- [Work instruction] Scan the material for the word "order" and copy each line where it occurs.

- [Listed entries]
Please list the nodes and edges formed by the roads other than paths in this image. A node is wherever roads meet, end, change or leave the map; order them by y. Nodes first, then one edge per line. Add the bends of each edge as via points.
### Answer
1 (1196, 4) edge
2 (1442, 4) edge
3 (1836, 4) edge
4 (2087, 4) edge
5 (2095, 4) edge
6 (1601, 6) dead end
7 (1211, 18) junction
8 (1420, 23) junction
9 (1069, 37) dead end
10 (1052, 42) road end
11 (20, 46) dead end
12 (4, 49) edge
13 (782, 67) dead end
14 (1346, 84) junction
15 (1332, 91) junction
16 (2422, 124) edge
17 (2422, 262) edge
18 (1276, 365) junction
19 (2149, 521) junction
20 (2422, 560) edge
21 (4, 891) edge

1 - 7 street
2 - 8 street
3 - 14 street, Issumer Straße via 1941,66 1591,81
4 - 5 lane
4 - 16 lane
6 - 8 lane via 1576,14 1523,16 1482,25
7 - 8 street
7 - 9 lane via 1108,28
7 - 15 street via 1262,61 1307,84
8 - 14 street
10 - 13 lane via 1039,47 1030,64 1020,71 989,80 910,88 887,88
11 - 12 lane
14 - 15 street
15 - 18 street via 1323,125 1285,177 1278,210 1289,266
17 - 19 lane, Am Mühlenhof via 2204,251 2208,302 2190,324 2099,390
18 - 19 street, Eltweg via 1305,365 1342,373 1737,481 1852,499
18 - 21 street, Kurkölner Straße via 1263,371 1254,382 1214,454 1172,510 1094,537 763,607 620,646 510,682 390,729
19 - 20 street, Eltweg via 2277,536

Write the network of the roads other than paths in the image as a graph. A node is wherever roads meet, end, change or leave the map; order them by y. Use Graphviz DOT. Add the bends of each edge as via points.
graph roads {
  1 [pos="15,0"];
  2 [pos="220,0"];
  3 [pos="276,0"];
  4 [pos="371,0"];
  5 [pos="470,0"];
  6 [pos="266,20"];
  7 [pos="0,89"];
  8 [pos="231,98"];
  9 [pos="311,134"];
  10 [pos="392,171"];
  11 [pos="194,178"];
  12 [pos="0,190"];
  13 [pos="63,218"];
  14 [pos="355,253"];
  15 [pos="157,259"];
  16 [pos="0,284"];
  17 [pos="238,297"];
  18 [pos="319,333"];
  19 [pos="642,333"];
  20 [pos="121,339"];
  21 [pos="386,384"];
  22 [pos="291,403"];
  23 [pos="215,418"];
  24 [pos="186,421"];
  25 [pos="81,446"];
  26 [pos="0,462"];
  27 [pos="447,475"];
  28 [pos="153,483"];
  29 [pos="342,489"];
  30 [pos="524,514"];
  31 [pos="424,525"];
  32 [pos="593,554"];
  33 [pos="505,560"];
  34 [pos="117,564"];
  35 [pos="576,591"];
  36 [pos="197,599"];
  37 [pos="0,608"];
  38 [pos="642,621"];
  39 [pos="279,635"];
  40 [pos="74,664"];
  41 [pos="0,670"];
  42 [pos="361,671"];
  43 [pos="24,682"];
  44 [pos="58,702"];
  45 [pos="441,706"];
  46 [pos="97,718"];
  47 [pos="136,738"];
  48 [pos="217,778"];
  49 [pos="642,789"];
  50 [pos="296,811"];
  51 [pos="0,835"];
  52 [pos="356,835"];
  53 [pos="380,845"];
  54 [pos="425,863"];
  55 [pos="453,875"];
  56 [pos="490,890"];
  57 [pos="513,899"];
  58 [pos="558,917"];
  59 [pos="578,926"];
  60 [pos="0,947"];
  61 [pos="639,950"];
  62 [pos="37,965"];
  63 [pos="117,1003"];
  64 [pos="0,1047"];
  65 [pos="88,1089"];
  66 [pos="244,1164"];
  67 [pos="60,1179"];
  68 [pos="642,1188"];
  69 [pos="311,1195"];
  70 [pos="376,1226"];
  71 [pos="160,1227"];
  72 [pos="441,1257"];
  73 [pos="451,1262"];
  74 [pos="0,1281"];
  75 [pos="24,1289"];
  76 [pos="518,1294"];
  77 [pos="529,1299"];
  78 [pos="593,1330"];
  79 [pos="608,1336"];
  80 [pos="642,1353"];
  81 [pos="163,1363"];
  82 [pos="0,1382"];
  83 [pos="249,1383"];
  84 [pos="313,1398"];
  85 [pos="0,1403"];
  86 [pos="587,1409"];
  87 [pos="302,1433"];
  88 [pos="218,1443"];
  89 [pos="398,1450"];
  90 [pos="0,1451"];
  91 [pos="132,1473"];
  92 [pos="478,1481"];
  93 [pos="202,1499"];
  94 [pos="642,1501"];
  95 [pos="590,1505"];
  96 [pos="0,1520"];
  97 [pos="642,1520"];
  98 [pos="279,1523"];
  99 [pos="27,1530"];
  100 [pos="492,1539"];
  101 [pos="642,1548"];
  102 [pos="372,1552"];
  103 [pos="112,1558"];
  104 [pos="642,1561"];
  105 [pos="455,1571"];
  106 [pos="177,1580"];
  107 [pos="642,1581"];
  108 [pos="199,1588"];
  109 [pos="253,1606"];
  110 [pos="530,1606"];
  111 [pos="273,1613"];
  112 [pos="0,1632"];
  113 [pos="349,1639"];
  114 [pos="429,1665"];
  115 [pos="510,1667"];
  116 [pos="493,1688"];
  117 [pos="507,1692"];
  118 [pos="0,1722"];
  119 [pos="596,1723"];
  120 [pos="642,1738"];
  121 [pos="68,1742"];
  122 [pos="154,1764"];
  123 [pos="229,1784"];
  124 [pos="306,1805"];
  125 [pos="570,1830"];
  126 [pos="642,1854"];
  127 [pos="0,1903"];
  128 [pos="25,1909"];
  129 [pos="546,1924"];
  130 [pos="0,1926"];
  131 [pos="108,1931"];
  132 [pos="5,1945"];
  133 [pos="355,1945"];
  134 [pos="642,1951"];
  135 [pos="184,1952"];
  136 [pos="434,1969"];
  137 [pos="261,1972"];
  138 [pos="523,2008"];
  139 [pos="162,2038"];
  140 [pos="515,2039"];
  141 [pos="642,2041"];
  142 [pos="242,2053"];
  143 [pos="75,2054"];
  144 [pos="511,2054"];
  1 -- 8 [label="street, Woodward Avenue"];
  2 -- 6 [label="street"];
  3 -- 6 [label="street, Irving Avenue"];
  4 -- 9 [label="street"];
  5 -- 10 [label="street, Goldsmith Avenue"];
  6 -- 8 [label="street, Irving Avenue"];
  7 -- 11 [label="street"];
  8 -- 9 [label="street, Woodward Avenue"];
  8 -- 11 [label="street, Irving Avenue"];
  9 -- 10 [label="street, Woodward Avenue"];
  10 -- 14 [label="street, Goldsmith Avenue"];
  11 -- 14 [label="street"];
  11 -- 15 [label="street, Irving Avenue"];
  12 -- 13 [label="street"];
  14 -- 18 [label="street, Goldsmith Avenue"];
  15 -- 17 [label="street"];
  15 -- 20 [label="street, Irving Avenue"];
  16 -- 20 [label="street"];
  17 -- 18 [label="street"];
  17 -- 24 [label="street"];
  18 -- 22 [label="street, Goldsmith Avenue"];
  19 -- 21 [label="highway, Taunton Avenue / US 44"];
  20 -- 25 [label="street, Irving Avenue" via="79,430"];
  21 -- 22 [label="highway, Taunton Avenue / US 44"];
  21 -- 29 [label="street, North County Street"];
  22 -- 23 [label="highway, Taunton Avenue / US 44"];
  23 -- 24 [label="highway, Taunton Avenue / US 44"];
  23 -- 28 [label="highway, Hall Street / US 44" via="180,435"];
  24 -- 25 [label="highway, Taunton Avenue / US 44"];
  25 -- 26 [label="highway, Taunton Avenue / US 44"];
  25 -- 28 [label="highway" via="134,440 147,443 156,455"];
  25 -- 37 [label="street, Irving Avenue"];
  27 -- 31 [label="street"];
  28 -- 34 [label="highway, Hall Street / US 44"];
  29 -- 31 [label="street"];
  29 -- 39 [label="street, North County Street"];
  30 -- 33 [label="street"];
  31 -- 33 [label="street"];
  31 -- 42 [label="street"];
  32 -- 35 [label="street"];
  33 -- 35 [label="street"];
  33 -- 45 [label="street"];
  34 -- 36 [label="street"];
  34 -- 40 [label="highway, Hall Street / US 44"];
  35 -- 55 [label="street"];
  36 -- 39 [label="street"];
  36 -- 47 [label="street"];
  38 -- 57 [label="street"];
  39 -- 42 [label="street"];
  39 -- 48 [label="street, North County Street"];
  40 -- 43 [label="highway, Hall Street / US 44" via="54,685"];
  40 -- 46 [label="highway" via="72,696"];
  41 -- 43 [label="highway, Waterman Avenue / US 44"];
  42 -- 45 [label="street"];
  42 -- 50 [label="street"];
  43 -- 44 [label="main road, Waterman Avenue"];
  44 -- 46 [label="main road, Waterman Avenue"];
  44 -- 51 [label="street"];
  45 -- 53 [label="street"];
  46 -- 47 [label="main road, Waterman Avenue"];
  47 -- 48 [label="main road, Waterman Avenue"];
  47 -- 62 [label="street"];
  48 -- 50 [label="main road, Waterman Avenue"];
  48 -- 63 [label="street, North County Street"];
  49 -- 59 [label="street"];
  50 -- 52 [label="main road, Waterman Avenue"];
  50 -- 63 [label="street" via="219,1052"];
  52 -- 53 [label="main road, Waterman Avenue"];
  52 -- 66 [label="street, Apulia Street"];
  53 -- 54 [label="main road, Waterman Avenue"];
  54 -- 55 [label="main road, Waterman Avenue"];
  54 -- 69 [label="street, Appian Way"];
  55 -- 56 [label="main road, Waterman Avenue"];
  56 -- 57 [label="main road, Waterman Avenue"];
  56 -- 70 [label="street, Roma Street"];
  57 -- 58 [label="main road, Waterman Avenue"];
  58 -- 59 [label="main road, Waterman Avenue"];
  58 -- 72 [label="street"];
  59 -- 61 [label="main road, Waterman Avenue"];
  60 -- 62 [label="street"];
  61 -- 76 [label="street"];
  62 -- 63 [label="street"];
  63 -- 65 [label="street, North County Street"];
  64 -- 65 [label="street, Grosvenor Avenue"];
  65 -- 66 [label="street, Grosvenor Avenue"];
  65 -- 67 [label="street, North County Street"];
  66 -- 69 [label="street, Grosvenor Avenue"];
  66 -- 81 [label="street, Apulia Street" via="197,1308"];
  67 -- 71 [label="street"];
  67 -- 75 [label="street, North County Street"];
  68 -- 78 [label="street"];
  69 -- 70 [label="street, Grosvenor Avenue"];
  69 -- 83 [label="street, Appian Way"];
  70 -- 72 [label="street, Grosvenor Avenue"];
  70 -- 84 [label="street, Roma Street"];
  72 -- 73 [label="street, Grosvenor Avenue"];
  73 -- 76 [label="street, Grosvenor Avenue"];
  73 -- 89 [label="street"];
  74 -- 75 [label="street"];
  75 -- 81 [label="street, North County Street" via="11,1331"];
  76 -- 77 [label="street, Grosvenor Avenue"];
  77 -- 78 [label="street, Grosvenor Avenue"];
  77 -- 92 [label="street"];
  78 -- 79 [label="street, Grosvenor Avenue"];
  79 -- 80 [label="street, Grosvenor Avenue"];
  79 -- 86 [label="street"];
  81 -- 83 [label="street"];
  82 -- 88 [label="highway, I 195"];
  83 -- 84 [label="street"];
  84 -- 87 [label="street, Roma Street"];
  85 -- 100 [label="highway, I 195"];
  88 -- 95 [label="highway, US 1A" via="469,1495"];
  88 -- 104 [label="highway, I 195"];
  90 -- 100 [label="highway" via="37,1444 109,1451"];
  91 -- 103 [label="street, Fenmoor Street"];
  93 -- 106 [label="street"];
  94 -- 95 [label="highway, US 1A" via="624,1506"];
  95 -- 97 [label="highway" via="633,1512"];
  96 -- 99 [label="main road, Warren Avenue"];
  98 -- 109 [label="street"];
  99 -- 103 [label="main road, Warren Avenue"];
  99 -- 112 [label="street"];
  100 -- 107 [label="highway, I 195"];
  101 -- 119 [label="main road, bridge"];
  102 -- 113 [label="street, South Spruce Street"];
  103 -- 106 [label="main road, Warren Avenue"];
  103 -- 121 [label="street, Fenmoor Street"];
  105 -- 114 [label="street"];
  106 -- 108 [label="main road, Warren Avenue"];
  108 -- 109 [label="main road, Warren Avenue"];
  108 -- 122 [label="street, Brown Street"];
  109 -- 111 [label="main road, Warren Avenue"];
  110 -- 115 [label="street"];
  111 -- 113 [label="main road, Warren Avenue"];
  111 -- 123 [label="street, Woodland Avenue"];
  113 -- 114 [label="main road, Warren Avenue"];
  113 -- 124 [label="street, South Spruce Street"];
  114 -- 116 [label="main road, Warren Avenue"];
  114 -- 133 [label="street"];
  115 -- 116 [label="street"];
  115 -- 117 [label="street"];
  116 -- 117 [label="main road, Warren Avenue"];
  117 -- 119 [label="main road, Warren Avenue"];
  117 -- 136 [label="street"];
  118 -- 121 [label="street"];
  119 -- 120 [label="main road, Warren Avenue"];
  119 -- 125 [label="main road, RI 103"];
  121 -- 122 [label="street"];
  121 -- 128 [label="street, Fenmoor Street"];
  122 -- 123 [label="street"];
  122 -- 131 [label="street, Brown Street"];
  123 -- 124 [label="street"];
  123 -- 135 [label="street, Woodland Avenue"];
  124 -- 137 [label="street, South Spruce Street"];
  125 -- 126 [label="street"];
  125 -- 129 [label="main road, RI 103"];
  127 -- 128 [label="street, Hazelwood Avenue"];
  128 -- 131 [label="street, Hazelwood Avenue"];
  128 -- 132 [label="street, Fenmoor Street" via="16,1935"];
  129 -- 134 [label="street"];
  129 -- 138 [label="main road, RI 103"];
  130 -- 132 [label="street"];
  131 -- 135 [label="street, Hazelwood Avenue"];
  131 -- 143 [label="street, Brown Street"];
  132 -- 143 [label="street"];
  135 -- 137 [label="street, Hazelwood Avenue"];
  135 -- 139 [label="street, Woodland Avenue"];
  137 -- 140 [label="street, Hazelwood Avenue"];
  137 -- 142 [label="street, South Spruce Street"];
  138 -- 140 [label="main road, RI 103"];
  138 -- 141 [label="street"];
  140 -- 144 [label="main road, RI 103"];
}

- [Result of this exercise]
Please list the nodes and edges formed by the roads other than paths in this image. A node is wherever roads meet, end, change or leave the map; order them by y. Nodes first, then one edge per line. Add the bends of each edge as via points.
Write the network of the roads other than paths in the image as a graph. A node is wherever roads meet, end, change or leave the map; order them by y. Use Graphviz DOT. Add the bends of each edge as via points.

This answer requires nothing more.